London Gatwick Airport will begin a public consultation on September 9, 2021 to discuss putting its existing northern runway into routine use alongside its main runway.
The scheme will help secure the airport’s long-term growth, creating approximately 18,400 additional jobs by 2038 and generating an estimated £1.5bn (US$2bn) for the region. The proposed plans would reposition the second runway by moving its center line 12m further north. This would enable dual runway operations with the airport’s main runway.
A second runway would add resilience to Gatwick’s operations (reducing delays and congestion), bring new global connections and allow an increase in passenger capacity to approximately 75 million passengers per year by 2038.

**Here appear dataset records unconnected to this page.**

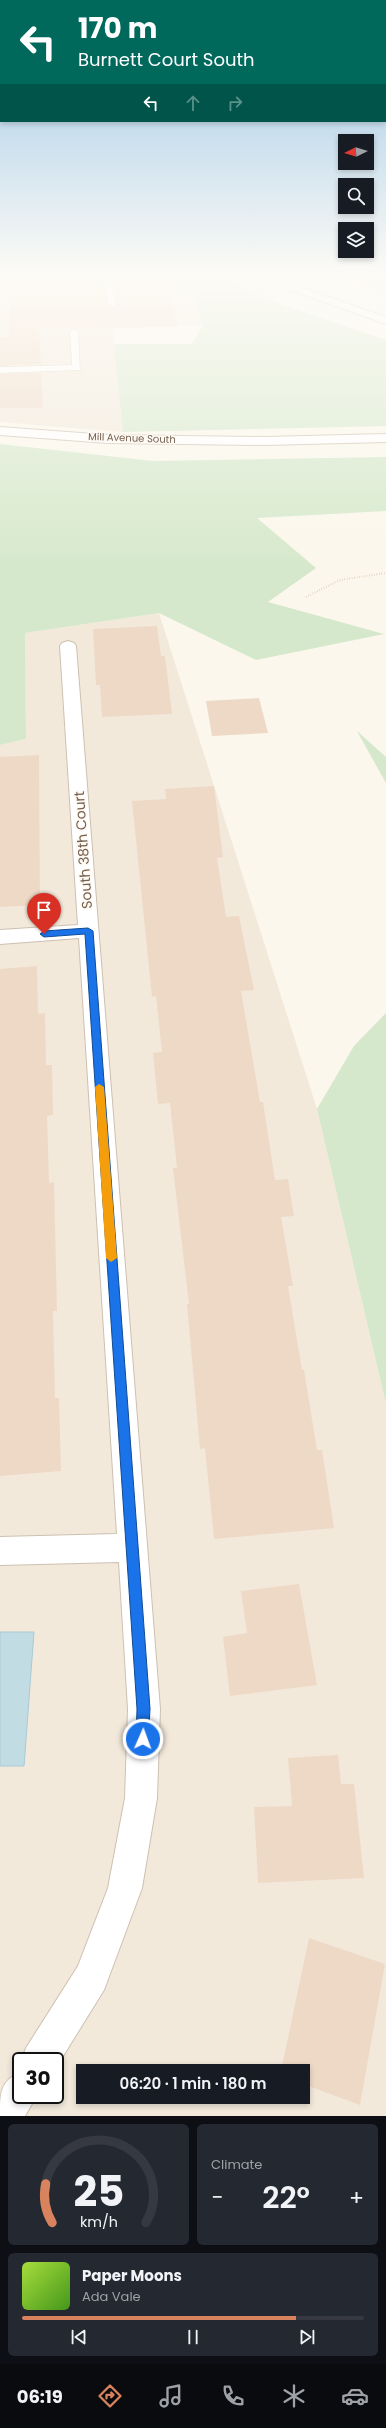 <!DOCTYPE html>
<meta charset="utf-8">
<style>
:root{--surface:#171b24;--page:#242831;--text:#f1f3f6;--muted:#9ea1a6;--line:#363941;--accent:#d9835e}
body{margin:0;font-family:Poppins,sans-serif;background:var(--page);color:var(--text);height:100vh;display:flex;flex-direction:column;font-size:15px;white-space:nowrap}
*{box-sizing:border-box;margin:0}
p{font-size:13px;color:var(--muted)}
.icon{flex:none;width:22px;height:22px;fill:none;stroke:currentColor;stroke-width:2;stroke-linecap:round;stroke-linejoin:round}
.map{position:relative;height:2116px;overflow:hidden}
.details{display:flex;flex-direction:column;gap:8px;padding:8px;background:#0d0f14;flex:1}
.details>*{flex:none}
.top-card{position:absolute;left:0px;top:0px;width:386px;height:122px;box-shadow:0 2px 6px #0003;background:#00695c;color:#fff;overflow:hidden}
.needle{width:26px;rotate:265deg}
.controls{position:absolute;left:338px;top:134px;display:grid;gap:8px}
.controls a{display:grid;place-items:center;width:36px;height:36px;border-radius:0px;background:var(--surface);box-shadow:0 2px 6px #0003;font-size:20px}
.speed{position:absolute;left:12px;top:2052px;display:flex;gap:8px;font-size:20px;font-weight:700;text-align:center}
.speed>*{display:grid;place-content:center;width:52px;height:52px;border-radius:50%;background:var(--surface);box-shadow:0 2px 6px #0003;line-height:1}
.speed .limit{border:2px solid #111;border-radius:6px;background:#fff;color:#111}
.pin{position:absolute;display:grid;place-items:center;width:34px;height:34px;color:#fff;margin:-41px -17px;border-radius:50% 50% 50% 0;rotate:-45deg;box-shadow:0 0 4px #0007}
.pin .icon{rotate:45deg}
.me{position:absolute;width:44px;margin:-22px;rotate:2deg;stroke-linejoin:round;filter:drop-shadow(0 0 3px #0008)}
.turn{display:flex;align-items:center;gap:14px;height:84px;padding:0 12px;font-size:18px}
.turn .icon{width:52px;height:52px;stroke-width:2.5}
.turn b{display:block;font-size:28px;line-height:34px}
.lanes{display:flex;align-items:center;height:38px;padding:0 12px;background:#0003;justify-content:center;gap:20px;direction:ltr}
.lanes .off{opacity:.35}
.big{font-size:30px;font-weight:600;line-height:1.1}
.details .card{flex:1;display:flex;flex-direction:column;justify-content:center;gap:6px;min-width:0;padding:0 14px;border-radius:6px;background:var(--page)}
.details .dial{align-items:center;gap:0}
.dial svg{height:104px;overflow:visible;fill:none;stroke:var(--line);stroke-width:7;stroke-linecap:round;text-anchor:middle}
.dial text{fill:var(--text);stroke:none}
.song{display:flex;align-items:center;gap:12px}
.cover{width:48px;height:48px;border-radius:6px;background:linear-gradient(135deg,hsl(80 70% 55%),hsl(100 70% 35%))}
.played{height:4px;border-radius:2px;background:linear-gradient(90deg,var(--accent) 80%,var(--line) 80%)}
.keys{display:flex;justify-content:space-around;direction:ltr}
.heat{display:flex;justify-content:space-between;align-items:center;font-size:22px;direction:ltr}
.details .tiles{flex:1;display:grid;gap:8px;grid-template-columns:1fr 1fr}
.card:last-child{grid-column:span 2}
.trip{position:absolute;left:76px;top:2064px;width:234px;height:40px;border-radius:0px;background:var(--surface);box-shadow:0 2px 6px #0003;font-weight:600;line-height:40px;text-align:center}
.tabs{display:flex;height:64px;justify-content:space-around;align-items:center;background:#090b0e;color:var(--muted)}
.tabs .icon{width:28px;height:28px}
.tabs .selected{color:var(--accent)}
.tabs b{font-size:18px;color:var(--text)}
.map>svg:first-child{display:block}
.residential{fill:#f2e9db;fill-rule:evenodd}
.commercial{fill:#faebe1}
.green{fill:#d5e8cb}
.water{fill:#c2dce4;stroke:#a9cad5}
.building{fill:#eed9c6}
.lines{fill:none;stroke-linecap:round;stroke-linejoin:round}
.lane-casing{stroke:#cdc0b2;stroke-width:1}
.street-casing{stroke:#cdc0b2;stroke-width:2}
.secondary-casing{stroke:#cfc1b0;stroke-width:2}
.path{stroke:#d4bda9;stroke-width:2;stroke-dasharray:0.5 2;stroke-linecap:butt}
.lane{fill:#fff;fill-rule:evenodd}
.street{fill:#fff;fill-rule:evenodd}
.secondary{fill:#fff;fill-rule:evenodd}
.route{fill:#1a73e8;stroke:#114b97}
.slow{fill:#f59e0b}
.labels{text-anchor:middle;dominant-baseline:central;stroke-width:3;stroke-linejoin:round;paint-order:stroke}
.far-street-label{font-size:10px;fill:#756050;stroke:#fefaf3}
.near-street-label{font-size:14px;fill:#756050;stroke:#fefaf3}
</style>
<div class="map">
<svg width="386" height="2116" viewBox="0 0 386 2116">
<rect width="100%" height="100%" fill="#fbf7ec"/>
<g class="residential">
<path d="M0 277H189L203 325 113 329 123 432 0 422Z"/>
<path d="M366 277H386V293L372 289Z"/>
<path d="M159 613 317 1109 386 1404V2116H0V745L26 739 25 633ZM21 2061H55V2095H21ZM83 2071H303V2097H83Z"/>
</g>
<path class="commercial" d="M311 277H366L372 289 326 284Z"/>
<g class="green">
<path d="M189 277H221L280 304 386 340V426L123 432 114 344H192L203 325Z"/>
<path d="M0 444 153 461 386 457V511L257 518 316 568 268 602 384 634 256 660 159 613 25 633 26 739 0 745Z"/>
<path d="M357 731 386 757V783Z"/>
<path d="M386 1013V1404L317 1109 354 1046Z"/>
</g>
<path class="water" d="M0 1632H34L24 1766H0Z"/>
<g class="building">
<path d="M10 277H101L108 305 116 308 117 307 112 277H163L178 326 39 328 41 364 0 366V338L9 337Z"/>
<path d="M41 373 43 408H0V374Z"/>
<path d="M157 626 161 656H165L172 714 102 717 100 685H96L93 629Z"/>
<path d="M259 698 268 733 212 736 206 701Z"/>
<path d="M39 755 40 905 0 907V757Z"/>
<path d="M214 786 223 857 217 858 226 917 239 916 254 990 241 991 260 1102H263L275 1180 288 1179 294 1216 281 1217 293 1286H288L302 1370H304L317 1450H322L334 1528 214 1539 205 1448 200 1449 187 1304H189L173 1168H177L170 1103 158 1104 153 1053 162 1052 156 996 152 997 132 801 166 799 165 789Z"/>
<path d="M37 966 38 1014 45 1013 46 1065H52L53 1115 47 1116 49 1183 54 1182 57 1311H53L55 1398H59L61 1471 0 1476V969Z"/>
<path d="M299 1584 317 1685 230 1696 223 1637 247 1633 241 1591Z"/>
<path d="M338 1755 341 1784H354L364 1878 258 1883 254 1807 292 1806 288 1758Z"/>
<path d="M309 1938 385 1964 360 2105 303 2084V2071H281Z"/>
</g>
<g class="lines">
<g class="lane-casing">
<g id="lane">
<path d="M102 277H110L116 307 109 305Z"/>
<path d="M74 329 78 332 80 370 0 373V367L72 365 70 332Z"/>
</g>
</g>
<g class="street-casing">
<g id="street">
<path d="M0 427 108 435 265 437 386 434V442L265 445 108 443 0 435Z"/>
<path d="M68 641 74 643 76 646 160 1709 157 1798 142 1888 104 1990 55 2069V2061H21L26 2048 78 1966 108 1888 125 1798 128 1709 119 1562 0 1565V1537L117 1534 79 938 0 944V930L78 925 60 646 62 643Z"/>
<path d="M21 2071V2095H37L25 2116H0C0 2092 0 2082 21 2071Z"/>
</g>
</g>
<g class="secondary-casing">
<path id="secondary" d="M255 277H271L386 317V324Z"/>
</g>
<path class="path" d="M306 597 340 580 386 573"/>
<use href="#lane" class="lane"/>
<use href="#street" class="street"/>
<use href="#secondary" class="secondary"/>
</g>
<linearGradient id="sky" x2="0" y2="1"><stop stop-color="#99c4e6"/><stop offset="0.48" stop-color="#fdfbf6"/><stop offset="1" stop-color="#fdfbf6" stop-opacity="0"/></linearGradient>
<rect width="386" height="573" fill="url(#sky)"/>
<path class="route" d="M88 928 93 931 150 1709 148 1743 143 1745 138 1743 136 1739 137 1709 85 934 44 937 40 934 44 931Z"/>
<path class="slow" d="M99 1084 104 1087 117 1258 111 1262 106 1258 95 1087Z"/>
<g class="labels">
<g class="far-street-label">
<text transform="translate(132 438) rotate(2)">Mill Avenue South</text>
</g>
<g class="near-street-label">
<text transform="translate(83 850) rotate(-94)">South 38th Court</text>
</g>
</g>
</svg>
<div class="controls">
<a><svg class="needle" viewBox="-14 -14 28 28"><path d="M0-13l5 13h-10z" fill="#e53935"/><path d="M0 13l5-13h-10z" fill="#9ea1a6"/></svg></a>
<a><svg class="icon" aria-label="search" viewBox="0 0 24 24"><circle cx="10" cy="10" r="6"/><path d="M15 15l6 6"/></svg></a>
<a><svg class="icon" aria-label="layers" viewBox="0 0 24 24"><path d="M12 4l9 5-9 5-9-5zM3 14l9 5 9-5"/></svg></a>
</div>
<div class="speed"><div class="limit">30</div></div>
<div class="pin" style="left:44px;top:934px;background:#d93025"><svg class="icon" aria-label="arrive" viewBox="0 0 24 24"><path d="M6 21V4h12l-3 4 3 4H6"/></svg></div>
<svg class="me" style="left:143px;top:1739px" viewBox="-20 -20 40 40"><circle r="17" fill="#1a73e8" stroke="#fff" stroke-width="3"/><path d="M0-11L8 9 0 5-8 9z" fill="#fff"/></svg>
<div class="trip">06:20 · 1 min · 180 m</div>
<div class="top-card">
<div class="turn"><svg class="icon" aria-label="left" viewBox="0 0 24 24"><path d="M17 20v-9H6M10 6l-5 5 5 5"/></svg><div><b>170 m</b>Burnett Court South</div></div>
<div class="lanes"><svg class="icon" aria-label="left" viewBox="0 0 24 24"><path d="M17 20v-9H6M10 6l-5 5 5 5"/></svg><svg class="icon off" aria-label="ahead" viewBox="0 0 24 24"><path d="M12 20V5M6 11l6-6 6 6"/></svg><svg class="icon off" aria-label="right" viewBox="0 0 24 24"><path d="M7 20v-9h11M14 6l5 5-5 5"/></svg></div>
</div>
</div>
<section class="details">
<div class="tiles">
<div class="card dial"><svg viewBox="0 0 100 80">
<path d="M14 69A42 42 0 1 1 86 69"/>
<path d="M14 69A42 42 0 0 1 9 39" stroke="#d9835e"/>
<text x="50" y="56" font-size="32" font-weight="700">25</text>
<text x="50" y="72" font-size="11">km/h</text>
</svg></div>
<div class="card"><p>Climate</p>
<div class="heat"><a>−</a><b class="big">22°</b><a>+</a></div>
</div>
<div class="card">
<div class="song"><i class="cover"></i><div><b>Paper Moons</b><p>Ada Vale</p></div></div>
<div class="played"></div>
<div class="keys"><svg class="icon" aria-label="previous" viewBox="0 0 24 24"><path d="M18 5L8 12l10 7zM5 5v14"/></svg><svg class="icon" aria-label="pause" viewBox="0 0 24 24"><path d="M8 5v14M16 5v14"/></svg><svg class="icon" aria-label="next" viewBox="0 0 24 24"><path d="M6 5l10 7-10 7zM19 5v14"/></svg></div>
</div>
</div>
</section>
<nav class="tabs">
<b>06:19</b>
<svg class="icon selected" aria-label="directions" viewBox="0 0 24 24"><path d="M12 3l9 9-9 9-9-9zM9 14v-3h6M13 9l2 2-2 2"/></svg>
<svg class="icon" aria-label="music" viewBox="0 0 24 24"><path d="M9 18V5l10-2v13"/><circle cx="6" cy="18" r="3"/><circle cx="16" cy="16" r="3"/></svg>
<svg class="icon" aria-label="phone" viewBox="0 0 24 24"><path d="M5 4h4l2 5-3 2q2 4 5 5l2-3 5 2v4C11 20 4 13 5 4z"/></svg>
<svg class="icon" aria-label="climate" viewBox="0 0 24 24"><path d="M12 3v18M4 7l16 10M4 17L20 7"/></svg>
<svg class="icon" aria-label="car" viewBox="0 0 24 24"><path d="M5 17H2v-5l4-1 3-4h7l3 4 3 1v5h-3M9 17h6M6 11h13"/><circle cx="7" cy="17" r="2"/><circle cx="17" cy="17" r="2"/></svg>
</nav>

As the proposed northern runway plans are considered a Nationally Significant Infrastructure Project, the airport plans to apply for a Development Consent Order (DCO) to build and operate the scheme. Before the application is submitted, Gatwick will run a 12-week public consultation for anyone who is interested in reviewing or commenting on the proposals.
Stewart Wingate, CEO of Gatwick Airport, said, “While we are currently experiencing low passenger and air traffic volumes due to the global pandemic, we are confident that Gatwick will not only fully recover to previous passenger levels, but has the potential to continue to grow back into one of Europe’s premier airports. Our plans to bring our existing northern runway into routine use will not only help to secure that growth but will also ensure many thousands of additional jobs and a vital boost to the economy for our local region.
“We would like to hear views from local people and interested groups on the proposed Northern Runway Project as part of our comprehensive public consultation process, and encourage everyone to take time to review our plans.
“Aside from the economic benefits our plans will have, we remain committed to our sustainability goals. Our northern runway plans are designed to be a low-impact way of unlocking new capacity from our existing infrastructure, much of which is already in place.”